The bright watercolors and adorable almost-poems that fill “The Bear,” a Kickstarter book project masterminded by Canadian comic artist Ryan Sohmer, represent a new dad‘s heartwarming reflections on the nurturing relationship between father and son…
‘The Bear,’ By Ryan Sohmer And Becky Dreistadt, Is An Illustrated Version Of Parenting (SLIDESHOW)
The bright watercolors and adorable almost-poems that fill “The Bear,” a Kickstarter book project masterminded by Canadian comic artist Ryan Sohmer, represent a new dad’s heartwarming reflections on the nurturing relationship between father and son — and how it can work both ways.
Sohmer, who spoke with HuffPost Parents over the phone, enlisted California artist Becky Dreistadt to conjure up his cast of animal characters — from pelicans to polar bears — to illustrate an overarching philosophy of parenting. He describes it as: “No matter how bad things are, how tired you are, how much you just want to curl into your bed and just die (which I think every parent goes through) you’ve got to be able to find the enjoyment.”
The book’s title comes from a nickname for Sohmer’s 2-and-a-half-year-old son, who is “absolutely obsessed with animals” (“when he sings ‘Old McDonald Had a Farm,’ everyone else is doing cow or goat, and my son is doing alpaca,” the proud dad explains).
Sohmer says he started jotting down ideas in the middle of the night because his son was keeping him awake — and his favorite image from the collection, which shows a lion sitting with his cub in an armchair at nighttime, illustrates a similar scenario.
“You can just tell that it’s more for the dad than it is for the son,” Sohmer tells HuffPost, “and there’s so many days that I’ve had just like that.” On the day he dreamed up the image, he says “I got home, and I was in such a shitty mood — I was so unhappy — and it was already past my son’s bedtime. … I went and I picked him up and he fell asleep on me and I’m like, OK. Things are OK.”
Sohmer explains that he decided to crowd-source funding for the project because he wasn’t positive he’d find readers. “I’d been told by a lot of publishing companies that there would be no interest in something like this,” he says. “I could give you a pretty impressive list of rejections.”
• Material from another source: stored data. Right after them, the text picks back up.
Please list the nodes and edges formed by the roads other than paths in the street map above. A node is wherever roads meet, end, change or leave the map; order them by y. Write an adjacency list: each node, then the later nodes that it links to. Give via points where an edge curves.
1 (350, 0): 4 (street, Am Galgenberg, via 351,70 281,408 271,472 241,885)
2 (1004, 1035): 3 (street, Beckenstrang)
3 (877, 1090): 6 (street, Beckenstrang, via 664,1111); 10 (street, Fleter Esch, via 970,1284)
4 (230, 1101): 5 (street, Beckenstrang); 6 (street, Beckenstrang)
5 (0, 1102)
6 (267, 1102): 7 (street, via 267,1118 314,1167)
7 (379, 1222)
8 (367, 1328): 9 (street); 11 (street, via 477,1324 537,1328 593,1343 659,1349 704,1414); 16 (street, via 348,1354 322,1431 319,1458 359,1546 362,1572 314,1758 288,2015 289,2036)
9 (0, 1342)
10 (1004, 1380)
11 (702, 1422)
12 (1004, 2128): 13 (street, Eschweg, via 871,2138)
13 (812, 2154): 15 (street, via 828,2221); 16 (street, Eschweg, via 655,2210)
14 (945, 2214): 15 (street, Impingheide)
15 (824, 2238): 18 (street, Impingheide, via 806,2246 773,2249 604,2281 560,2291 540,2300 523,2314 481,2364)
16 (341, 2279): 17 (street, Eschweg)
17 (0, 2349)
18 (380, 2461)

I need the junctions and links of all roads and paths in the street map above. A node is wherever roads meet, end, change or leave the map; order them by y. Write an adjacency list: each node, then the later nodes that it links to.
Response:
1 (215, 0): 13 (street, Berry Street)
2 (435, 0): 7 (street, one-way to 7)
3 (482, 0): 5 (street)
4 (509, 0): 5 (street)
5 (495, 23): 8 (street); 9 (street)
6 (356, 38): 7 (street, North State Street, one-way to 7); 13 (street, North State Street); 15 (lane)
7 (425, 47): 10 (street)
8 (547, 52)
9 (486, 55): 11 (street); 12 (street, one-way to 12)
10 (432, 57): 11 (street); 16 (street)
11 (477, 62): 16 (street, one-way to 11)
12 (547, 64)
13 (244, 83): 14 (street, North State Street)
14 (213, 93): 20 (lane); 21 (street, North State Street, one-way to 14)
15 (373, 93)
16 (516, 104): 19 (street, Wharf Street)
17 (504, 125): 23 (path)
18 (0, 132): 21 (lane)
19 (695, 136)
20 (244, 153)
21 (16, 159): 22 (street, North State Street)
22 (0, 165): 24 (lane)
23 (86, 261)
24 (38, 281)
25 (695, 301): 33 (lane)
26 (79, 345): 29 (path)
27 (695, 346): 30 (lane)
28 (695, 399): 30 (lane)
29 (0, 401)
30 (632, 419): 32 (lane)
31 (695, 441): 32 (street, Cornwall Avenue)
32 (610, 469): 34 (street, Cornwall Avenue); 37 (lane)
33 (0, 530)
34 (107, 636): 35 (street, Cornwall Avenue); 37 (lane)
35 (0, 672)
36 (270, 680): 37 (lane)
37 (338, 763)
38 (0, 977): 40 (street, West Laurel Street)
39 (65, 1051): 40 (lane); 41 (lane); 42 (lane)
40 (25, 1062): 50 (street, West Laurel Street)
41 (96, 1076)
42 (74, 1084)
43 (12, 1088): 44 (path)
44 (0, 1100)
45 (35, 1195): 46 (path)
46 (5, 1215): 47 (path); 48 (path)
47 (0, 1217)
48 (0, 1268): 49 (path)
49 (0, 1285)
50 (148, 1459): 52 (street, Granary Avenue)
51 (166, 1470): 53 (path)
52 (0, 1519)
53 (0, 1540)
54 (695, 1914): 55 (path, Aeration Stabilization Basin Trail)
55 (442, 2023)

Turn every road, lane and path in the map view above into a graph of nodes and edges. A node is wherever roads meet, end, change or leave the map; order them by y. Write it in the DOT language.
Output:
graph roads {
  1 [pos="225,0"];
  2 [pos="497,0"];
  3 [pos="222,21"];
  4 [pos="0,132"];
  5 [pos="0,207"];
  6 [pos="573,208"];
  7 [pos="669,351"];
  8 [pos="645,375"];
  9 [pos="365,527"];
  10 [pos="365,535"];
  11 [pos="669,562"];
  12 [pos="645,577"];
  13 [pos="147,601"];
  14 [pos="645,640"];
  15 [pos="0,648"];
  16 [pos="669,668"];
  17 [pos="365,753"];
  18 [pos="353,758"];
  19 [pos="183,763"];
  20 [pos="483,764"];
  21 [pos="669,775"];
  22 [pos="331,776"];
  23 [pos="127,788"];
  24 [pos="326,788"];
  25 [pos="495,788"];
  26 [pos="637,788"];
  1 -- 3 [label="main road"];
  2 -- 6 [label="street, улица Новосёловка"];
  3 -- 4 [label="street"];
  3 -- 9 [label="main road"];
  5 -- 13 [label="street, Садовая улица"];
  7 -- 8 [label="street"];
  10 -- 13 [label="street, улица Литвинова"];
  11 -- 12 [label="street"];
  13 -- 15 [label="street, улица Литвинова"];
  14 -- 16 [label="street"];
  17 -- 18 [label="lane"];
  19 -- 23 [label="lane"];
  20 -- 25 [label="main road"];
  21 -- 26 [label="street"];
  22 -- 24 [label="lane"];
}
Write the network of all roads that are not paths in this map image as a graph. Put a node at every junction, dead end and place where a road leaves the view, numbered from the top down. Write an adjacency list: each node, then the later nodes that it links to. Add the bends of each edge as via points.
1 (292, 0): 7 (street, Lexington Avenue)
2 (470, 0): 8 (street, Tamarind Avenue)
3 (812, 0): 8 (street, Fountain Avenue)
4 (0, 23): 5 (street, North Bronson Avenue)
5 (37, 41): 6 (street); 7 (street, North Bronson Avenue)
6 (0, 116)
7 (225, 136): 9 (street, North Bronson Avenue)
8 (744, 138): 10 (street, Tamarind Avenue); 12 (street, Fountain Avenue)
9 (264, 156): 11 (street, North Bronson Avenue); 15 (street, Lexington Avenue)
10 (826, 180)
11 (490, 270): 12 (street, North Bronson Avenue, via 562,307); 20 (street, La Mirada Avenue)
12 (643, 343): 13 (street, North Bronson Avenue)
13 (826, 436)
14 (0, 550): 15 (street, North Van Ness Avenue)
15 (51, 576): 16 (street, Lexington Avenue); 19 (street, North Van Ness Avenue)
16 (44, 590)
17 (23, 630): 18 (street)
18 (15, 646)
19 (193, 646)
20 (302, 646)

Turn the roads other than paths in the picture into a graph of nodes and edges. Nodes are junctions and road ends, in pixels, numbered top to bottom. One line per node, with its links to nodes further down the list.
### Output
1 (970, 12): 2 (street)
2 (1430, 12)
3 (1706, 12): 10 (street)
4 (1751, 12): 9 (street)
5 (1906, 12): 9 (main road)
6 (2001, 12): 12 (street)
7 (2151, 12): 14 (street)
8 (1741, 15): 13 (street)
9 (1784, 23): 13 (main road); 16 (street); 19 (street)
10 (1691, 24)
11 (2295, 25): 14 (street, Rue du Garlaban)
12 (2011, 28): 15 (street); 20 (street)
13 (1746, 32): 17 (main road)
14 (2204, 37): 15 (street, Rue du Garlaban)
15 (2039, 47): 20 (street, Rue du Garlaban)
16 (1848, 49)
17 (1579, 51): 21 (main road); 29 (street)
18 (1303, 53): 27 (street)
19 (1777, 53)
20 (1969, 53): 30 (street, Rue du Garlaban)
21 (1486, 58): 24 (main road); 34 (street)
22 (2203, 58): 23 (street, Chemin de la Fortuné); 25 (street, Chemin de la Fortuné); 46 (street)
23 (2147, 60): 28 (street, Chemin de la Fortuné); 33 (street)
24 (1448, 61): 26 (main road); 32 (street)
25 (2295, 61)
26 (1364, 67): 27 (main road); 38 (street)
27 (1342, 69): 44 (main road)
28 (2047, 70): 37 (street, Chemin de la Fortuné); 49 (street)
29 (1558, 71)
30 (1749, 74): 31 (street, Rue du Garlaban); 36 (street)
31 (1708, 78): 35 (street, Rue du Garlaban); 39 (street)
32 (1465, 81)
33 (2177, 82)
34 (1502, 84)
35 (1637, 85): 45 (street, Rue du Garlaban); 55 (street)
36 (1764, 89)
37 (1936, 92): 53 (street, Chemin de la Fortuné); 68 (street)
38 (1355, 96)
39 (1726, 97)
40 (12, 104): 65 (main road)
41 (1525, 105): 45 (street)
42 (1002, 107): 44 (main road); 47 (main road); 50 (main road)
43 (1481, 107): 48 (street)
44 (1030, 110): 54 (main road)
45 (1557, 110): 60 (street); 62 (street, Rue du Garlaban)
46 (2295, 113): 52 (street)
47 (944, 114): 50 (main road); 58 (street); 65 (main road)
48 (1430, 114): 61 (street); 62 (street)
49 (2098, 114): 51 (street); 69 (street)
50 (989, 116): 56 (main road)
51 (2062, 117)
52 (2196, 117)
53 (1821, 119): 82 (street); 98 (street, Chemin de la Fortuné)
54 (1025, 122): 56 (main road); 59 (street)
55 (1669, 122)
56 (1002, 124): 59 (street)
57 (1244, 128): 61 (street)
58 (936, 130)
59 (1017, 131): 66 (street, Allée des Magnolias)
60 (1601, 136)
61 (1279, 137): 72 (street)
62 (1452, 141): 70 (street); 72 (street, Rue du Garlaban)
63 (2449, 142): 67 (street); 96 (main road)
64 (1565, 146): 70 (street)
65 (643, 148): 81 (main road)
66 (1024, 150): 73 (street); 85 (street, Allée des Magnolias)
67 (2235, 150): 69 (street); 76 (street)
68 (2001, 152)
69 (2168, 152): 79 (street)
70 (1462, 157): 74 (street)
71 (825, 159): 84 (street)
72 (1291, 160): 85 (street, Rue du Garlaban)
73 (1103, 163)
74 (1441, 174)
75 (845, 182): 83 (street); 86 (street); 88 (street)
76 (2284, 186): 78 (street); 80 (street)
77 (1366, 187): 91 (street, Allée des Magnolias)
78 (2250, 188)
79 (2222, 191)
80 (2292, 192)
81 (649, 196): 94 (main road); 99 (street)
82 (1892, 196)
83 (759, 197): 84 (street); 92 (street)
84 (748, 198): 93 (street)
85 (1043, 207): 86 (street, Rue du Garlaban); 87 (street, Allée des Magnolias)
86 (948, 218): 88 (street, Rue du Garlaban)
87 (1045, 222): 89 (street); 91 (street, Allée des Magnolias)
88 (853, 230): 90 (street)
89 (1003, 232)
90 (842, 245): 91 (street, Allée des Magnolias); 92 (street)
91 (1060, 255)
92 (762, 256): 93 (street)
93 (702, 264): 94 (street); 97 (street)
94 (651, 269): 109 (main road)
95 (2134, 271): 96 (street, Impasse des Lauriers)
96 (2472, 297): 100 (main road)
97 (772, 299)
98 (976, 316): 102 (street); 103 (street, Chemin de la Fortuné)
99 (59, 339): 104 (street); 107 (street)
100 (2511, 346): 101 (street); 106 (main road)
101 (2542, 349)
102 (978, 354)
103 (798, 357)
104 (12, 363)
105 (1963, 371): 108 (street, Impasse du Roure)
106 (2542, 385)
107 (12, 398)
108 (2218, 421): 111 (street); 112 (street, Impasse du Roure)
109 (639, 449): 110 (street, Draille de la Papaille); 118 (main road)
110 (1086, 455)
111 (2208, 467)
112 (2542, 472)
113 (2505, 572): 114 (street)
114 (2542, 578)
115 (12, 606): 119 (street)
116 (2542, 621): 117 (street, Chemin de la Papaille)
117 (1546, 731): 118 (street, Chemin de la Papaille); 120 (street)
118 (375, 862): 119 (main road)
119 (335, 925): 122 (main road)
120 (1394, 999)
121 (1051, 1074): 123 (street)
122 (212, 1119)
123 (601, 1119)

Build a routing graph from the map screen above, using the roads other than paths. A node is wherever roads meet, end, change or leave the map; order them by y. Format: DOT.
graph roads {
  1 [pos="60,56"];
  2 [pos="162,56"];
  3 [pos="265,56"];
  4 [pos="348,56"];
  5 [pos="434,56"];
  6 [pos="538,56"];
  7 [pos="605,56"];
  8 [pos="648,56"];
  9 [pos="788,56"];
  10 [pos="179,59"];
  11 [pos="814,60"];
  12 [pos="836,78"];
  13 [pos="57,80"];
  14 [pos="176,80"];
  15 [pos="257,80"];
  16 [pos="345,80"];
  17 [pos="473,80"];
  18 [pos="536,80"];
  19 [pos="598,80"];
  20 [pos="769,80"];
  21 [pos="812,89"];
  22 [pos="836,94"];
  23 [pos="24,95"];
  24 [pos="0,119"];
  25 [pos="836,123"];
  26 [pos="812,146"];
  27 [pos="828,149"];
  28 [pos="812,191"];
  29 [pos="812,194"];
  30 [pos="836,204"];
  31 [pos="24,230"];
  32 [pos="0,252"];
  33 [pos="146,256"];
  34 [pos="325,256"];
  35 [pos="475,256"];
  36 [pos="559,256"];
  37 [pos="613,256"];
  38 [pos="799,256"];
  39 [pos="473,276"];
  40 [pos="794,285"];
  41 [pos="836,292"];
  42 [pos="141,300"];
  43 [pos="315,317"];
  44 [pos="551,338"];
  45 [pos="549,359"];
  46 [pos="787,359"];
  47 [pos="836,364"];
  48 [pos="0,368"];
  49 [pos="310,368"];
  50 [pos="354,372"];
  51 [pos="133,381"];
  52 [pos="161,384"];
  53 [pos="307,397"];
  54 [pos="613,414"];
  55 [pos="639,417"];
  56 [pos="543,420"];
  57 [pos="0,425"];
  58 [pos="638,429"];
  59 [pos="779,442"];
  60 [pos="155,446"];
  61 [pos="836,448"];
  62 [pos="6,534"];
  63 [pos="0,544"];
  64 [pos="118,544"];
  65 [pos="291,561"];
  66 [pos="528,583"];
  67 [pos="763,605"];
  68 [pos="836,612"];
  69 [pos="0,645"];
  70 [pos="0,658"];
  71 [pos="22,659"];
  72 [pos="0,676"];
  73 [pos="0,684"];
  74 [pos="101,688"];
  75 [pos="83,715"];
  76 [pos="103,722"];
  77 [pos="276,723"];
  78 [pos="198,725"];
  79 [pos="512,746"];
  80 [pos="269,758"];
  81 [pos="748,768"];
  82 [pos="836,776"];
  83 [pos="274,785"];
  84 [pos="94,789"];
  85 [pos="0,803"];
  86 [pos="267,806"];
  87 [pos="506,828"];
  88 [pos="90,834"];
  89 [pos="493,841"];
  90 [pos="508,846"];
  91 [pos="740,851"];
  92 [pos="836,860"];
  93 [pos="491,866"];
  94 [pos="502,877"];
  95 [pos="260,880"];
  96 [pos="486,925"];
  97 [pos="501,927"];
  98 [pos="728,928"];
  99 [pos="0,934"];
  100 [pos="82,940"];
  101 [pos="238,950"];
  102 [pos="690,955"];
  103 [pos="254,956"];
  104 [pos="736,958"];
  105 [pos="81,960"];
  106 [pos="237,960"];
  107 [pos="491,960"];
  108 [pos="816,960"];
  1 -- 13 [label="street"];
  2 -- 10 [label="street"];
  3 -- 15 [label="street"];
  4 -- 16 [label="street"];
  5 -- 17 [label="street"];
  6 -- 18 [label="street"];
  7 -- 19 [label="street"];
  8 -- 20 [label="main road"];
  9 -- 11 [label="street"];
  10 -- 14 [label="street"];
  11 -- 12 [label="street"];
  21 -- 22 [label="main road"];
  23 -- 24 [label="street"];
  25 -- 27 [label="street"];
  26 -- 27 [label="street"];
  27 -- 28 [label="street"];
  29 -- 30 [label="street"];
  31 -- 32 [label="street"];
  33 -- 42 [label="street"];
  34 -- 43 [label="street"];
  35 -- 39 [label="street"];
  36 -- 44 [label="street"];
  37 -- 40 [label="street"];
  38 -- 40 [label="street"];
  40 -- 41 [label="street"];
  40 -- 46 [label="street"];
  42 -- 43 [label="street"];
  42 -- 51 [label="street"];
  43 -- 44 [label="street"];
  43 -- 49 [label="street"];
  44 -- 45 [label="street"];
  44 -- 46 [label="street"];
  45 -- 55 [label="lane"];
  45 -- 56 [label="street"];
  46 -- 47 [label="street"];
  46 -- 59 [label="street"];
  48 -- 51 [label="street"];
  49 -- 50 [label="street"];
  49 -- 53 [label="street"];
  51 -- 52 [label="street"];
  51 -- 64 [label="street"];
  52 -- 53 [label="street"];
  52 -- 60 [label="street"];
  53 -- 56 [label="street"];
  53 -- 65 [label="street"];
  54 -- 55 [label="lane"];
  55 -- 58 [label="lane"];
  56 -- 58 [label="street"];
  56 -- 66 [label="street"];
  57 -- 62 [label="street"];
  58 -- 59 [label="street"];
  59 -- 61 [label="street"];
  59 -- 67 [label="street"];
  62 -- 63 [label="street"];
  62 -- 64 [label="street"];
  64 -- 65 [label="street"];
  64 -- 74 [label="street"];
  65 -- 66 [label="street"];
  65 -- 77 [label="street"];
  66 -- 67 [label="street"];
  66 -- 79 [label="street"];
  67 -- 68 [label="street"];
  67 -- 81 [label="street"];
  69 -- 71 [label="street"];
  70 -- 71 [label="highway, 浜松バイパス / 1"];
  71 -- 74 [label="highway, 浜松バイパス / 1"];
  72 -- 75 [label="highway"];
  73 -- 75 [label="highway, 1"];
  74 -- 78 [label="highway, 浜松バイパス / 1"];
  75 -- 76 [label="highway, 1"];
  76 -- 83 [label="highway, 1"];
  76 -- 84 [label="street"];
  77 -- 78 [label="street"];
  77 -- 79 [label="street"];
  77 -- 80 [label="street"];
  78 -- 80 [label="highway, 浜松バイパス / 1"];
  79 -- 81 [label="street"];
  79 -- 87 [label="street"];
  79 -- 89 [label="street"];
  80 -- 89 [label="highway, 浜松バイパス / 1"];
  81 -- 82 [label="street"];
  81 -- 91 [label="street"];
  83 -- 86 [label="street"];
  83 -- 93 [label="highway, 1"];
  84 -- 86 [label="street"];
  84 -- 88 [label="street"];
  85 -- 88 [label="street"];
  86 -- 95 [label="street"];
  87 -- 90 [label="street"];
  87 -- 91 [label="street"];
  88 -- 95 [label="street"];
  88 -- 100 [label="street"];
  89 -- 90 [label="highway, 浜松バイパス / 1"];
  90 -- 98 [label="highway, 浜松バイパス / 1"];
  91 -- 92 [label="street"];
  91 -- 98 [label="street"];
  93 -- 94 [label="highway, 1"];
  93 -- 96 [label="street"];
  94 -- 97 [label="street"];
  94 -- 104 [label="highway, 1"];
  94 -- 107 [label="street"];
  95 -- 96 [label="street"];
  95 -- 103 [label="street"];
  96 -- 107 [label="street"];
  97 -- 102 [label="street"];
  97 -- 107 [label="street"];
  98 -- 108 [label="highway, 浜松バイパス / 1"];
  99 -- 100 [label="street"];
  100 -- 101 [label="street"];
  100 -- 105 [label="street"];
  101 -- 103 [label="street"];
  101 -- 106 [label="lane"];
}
So, is there a market for his meditations? The answer appears to be an emphatic “yes.” Sohmer reached his original funding goal in less than two days, and with five days left before his Kickstarter effort ends, he’s collected more than $75,000 in donations — roughly three times the amount he was originally angling for — from almost 1,500 people.
“My dream would be to continue the series,” Sohmer says. “As my son gets older, and as I get older, I would love to have 5-10 books, and just have it be his entire life.”